:: DATA FOR THIS TASK

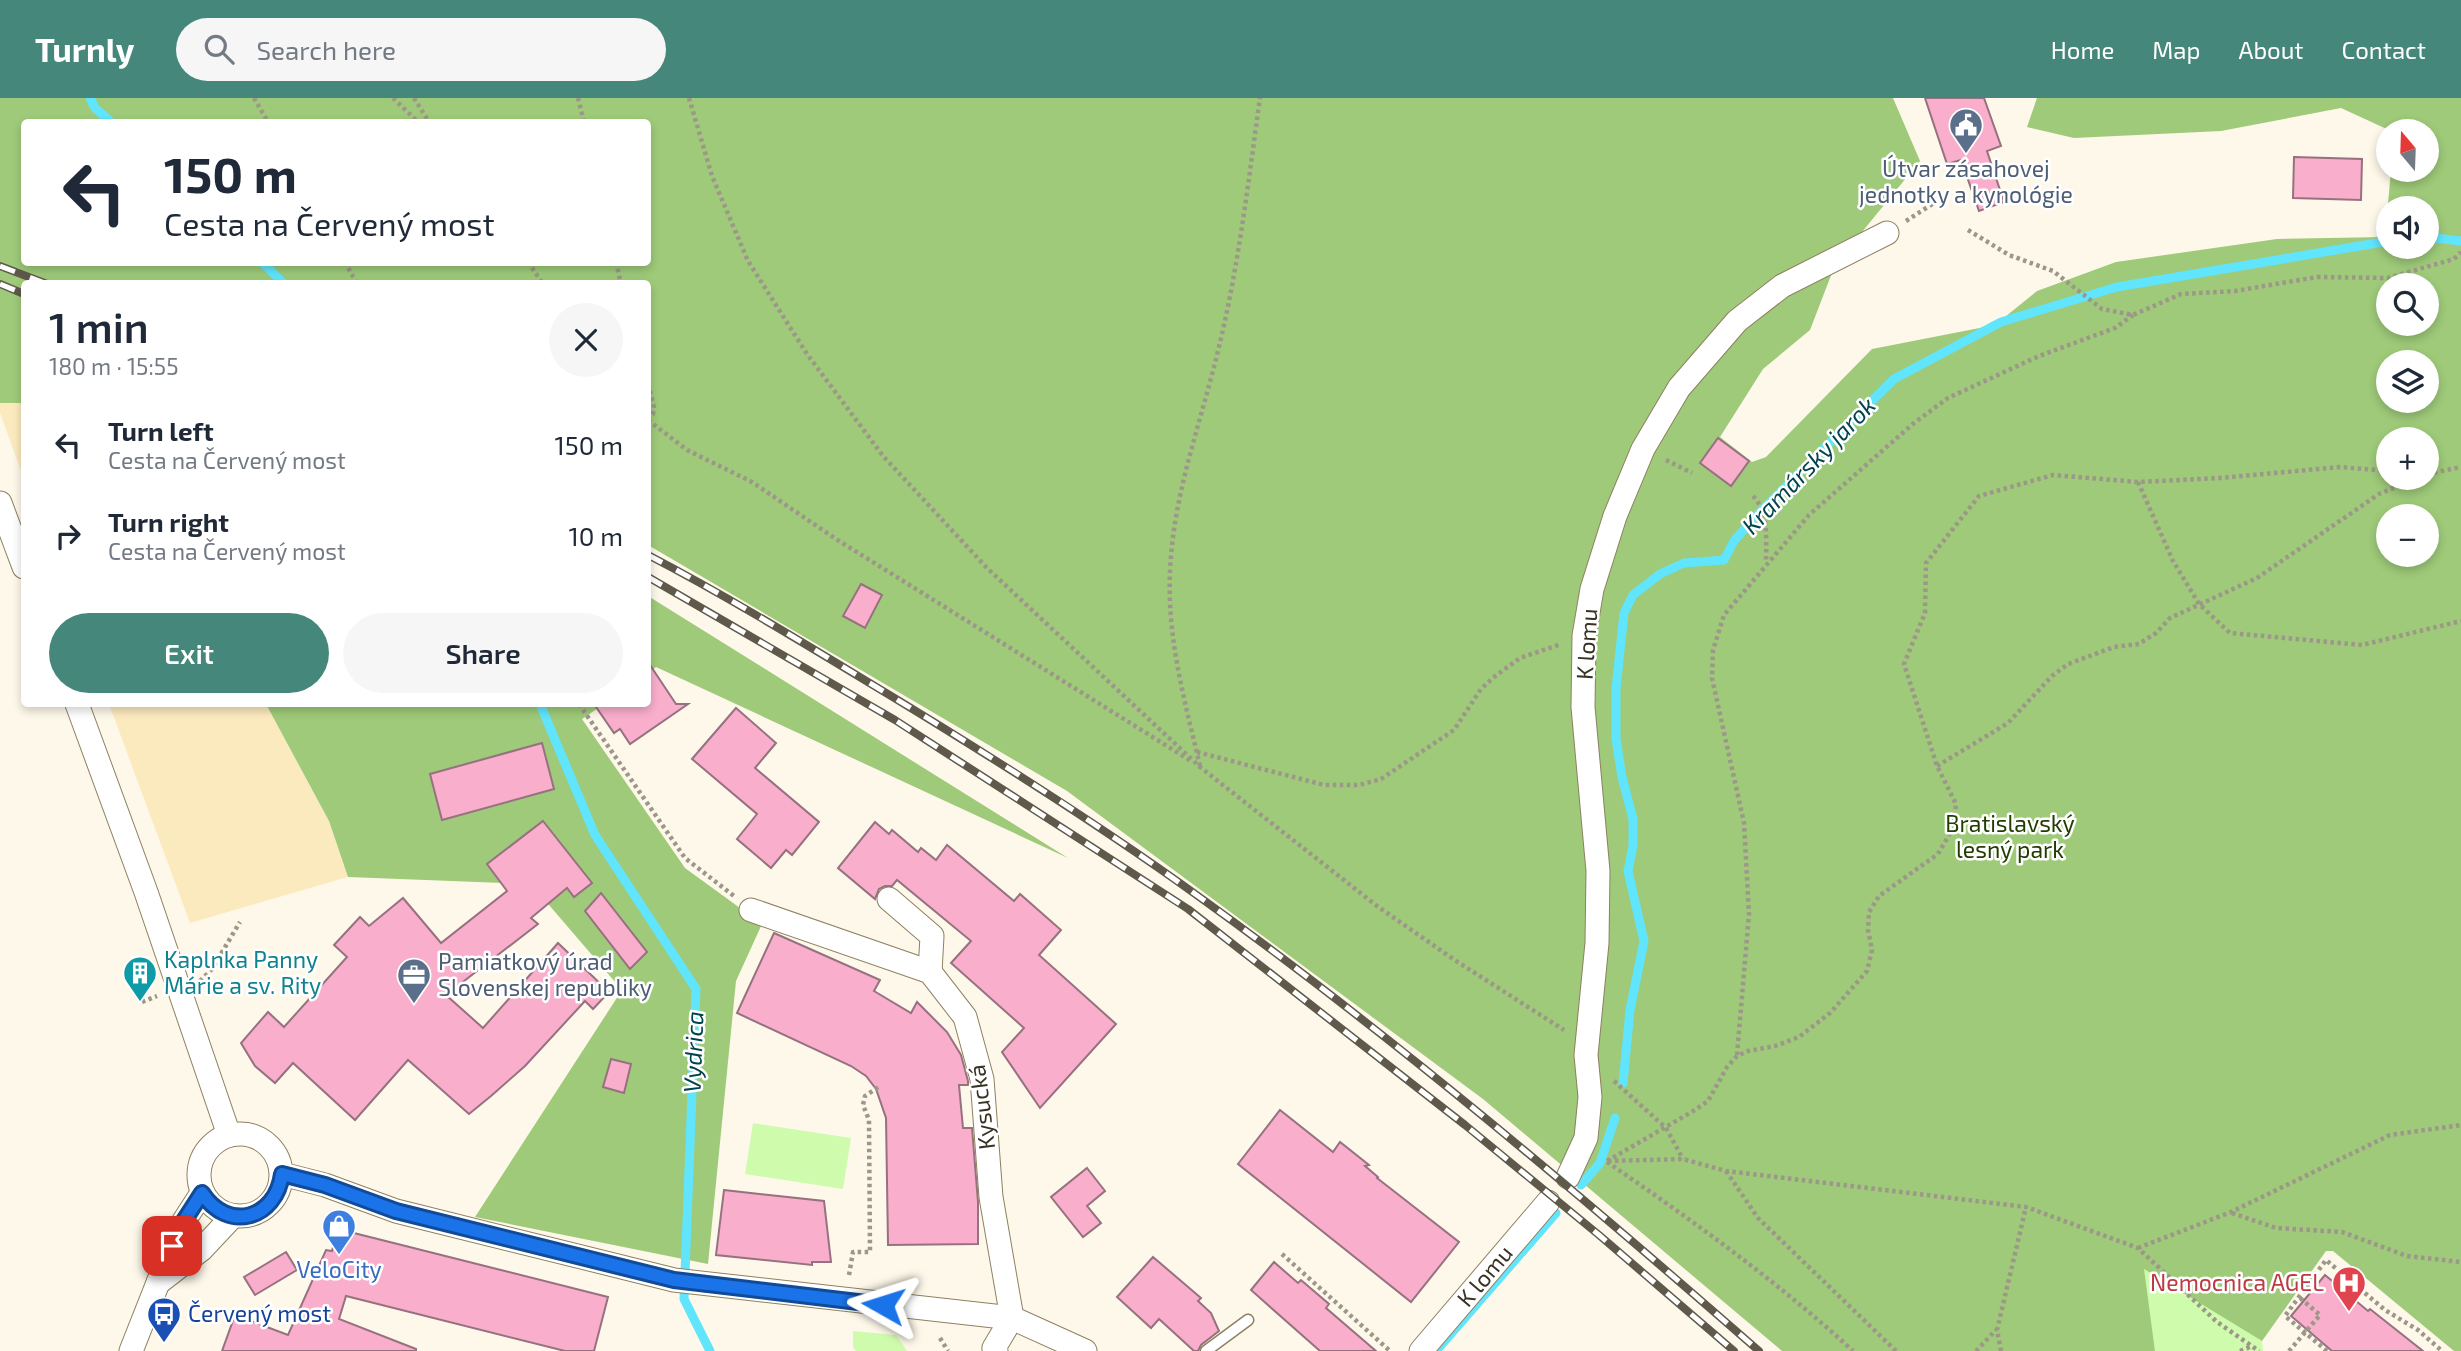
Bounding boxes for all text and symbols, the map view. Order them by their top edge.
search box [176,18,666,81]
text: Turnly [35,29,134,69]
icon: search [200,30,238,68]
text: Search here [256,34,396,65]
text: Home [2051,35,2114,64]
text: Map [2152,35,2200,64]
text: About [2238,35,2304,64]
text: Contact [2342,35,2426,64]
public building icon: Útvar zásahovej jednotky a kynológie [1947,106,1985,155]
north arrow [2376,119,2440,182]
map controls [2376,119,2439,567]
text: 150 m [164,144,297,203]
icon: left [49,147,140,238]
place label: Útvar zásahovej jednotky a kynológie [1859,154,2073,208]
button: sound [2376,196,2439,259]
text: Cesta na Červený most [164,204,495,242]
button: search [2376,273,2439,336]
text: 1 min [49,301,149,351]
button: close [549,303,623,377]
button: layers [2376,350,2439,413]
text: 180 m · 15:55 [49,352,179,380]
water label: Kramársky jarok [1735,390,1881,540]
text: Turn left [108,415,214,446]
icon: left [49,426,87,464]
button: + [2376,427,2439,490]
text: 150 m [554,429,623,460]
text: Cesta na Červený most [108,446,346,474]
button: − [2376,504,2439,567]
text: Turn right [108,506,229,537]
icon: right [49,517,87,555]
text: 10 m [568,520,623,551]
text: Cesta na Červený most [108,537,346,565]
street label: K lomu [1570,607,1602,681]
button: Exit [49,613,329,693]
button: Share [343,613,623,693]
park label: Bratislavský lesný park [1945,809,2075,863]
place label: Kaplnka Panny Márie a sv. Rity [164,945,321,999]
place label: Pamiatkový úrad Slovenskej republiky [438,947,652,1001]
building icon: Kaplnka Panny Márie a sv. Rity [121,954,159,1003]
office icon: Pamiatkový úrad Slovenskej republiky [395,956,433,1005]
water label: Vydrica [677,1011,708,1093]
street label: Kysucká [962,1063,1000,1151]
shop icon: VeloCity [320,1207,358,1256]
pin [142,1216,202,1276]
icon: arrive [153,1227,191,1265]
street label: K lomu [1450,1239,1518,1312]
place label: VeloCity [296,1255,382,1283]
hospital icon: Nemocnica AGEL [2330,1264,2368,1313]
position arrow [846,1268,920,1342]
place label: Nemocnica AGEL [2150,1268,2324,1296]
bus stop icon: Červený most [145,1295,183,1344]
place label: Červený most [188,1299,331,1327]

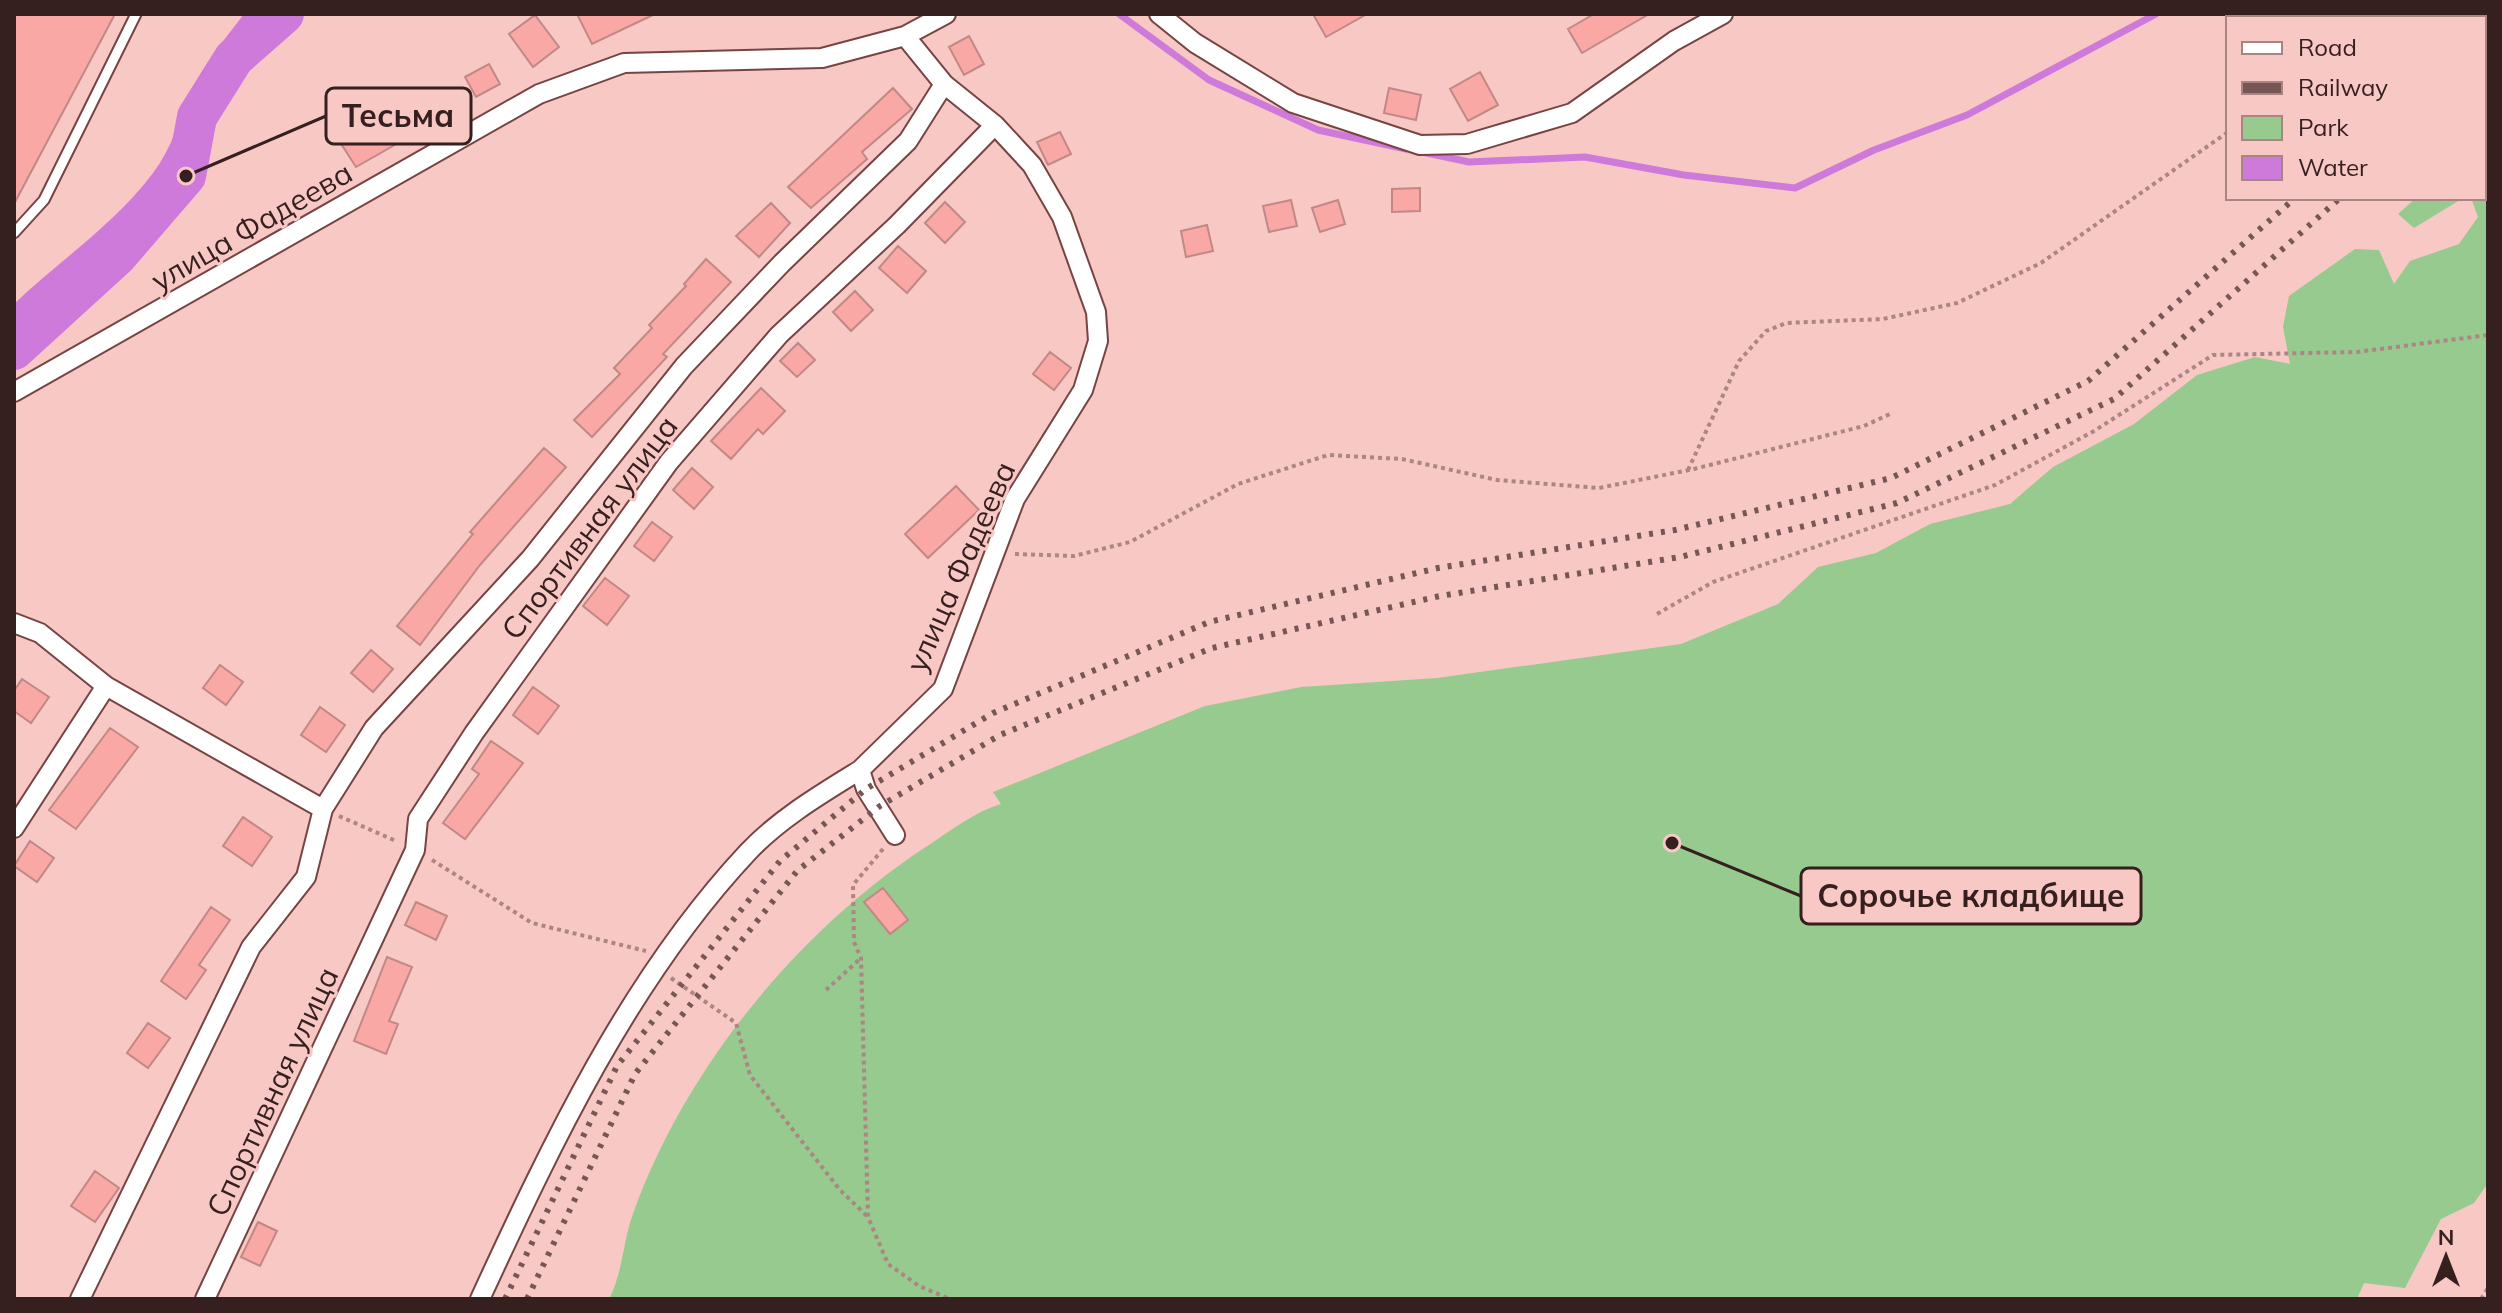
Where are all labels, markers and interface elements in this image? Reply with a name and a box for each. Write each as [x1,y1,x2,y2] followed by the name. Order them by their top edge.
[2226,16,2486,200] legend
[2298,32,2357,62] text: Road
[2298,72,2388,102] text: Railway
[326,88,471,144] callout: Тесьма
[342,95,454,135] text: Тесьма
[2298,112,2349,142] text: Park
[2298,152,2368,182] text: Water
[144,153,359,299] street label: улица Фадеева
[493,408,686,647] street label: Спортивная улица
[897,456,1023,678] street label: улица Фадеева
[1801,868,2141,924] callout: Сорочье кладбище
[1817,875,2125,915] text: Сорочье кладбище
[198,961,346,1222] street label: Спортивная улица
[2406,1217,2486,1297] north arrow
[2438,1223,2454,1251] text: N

::::

WHAT TO DO> Write each entry again exactly, minus any images.

TASK RESULT>
Bounding boxes for all text and symbols, the map view. Order them by their top edge.
search box [176,18,666,81]
text: Turnly [35,29,134,69]
icon: search [200,30,238,68]
text: Search here [256,34,396,65]
text: Home [2051,35,2114,64]
text: Map [2152,35,2200,64]
text: About [2238,35,2304,64]
text: Contact [2342,35,2426,64]
public building icon: Útvar zásahovej jednotky a kynológie [1947,106,1985,155]
north arrow [2376,119,2440,182]
map controls [2376,119,2439,567]
text: 150 m [164,144,297,203]
icon: left [49,147,140,238]
place label: Útvar zásahovej jednotky a kynológie [1859,154,2073,208]
button: sound [2376,196,2439,259]
text: Cesta na Červený most [164,204,495,242]
button: search [2376,273,2439,336]
text: 1 min [49,301,149,351]
button: close [549,303,623,377]
button: layers [2376,350,2439,413]
text: 180 m · 15:55 [49,352,179,380]
water label: Kramársky jarok [1735,390,1881,540]
text: Turn left [108,415,214,446]
icon: left [49,426,87,464]
button: + [2376,427,2439,490]
text: 150 m [554,429,623,460]
text: Cesta na Červený most [108,446,346,474]
button: − [2376,504,2439,567]
text: Turn right [108,506,229,537]
icon: right [49,517,87,555]
text: 10 m [568,520,623,551]
text: Cesta na Červený most [108,537,346,565]
street label: K lomu [1570,607,1602,681]
button: Exit [49,613,329,693]
button: Share [343,613,623,693]
park label: Bratislavský lesný park [1945,809,2075,863]
place label: Kaplnka Panny Márie a sv. Rity [164,945,321,999]
place label: Pamiatkový úrad Slovenskej republiky [438,947,652,1001]
building icon: Kaplnka Panny Márie a sv. Rity [121,954,159,1003]
office icon: Pamiatkový úrad Slovenskej republiky [395,956,433,1005]
water label: Vydrica [677,1011,708,1093]
street label: Kysucká [962,1063,1000,1151]
shop icon: VeloCity [320,1207,358,1256]
pin [142,1216,202,1276]
icon: arrive [153,1227,191,1265]
street label: K lomu [1450,1239,1518,1312]
place label: VeloCity [296,1255,382,1283]
hospital icon: Nemocnica AGEL [2330,1264,2368,1313]
position arrow [846,1268,920,1342]
place label: Nemocnica AGEL [2150,1268,2324,1296]
bus stop icon: Červený most [145,1295,183,1344]
place label: Červený most [188,1299,331,1327]

Where are all labels, markers and interface elements in this image? Reply with a name and a box for each. Write each as [x1,y1,x2,y2] followed by the name. Order them by their top edge.
[2226,16,2486,200] legend
[2298,32,2357,62] text: Road
[2298,72,2388,102] text: Railway
[326,88,471,144] callout: Тесьма
[342,95,454,135] text: Тесьма
[2298,112,2349,142] text: Park
[2298,152,2368,182] text: Water
[144,153,359,299] street label: улица Фадеева
[493,408,686,647] street label: Спортивная улица
[897,456,1023,678] street label: улица Фадеева
[1801,868,2141,924] callout: Сорочье кладбище
[1817,875,2125,915] text: Сорочье кладбище
[198,961,346,1222] street label: Спортивная улица
[2406,1217,2486,1297] north arrow
[2438,1223,2454,1251] text: N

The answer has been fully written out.